In response to these concerns at the meeting, Pazdur acknowledged that the agency had also struggled with these questions. He added that the agency brought this application before the ODAC to discuss in a public forum the difficulty of developing and approving drugs targeted to a niche population with a small number of patients. “[In these settings,] just saying, ‘Well, overall survival is the gold standard and we’re not going to take a look at anything else is probably to the detriment of patients,” he said. “We wanted to address at a public meeting that we are looking at alternative endpoints here.”
Pazdur acknowledged that while AstraZeneca attempted a randomized trial and looked at overall survival as an endpoint, this is not always possible in the era of molecular targeted drugs, due to small cohort sizes, the natural progression of the disease, or the availability of other less-active therapies on the market. “For some of the targeted therapies in other diseases, we have given full approval based on a single-arm trial with very high response rates,” Pazdur said. “There has to be some degree of flexibility here in looking at these therapies.”

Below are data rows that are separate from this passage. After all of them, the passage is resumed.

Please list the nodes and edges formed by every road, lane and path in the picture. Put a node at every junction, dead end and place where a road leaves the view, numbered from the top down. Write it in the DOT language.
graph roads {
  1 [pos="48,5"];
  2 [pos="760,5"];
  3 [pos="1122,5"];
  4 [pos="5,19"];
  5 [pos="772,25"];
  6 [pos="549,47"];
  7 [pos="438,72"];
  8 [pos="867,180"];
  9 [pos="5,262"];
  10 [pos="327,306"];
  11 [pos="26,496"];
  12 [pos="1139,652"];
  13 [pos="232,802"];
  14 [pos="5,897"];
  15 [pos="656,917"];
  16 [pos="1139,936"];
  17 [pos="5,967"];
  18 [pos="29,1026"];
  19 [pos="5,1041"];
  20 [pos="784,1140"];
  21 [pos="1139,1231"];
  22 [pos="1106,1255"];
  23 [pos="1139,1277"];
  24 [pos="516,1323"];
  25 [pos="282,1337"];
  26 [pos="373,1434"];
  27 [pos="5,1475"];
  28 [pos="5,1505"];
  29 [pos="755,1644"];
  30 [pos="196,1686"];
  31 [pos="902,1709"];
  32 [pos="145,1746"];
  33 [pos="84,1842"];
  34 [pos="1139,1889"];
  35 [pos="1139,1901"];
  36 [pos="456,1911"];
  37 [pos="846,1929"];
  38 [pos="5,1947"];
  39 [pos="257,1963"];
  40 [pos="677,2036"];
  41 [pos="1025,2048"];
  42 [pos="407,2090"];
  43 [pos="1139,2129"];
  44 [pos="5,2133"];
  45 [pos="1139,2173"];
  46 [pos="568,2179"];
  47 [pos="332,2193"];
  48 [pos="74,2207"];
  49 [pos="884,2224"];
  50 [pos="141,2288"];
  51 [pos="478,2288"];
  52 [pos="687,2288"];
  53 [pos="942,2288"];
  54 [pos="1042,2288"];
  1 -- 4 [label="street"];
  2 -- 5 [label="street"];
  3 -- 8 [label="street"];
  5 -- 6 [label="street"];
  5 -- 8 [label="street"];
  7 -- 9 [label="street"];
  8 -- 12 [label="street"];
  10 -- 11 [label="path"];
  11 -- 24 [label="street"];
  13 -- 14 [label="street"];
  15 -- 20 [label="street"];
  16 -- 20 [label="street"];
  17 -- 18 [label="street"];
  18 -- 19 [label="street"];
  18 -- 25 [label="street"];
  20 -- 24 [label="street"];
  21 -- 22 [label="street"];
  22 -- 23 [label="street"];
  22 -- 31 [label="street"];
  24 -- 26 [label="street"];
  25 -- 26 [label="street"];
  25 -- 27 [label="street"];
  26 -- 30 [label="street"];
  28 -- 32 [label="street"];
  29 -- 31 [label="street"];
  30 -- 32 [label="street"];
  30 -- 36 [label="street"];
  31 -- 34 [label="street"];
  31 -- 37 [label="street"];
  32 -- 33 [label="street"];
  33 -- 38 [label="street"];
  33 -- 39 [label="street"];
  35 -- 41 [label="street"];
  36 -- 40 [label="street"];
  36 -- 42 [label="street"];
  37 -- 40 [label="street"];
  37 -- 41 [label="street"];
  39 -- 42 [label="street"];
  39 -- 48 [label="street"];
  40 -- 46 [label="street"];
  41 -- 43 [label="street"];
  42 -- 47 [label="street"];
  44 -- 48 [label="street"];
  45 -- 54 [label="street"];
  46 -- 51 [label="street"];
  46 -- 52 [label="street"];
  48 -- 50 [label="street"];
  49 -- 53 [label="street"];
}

In the end, the FDA decided to be flexible in this case. Five-year survival rates in pancreatic cancer are between 2 percent and 9 percent. Current treatments include surgery, chemotherapy, and radiotherapy. Although more recently, some targeted and immunotherapy treatments have become available, there is still a need for new options. Before 2019 came to a close, the FDA approved olaparib as an option for BRCA-mutated metastatic pancreatic cancer patients.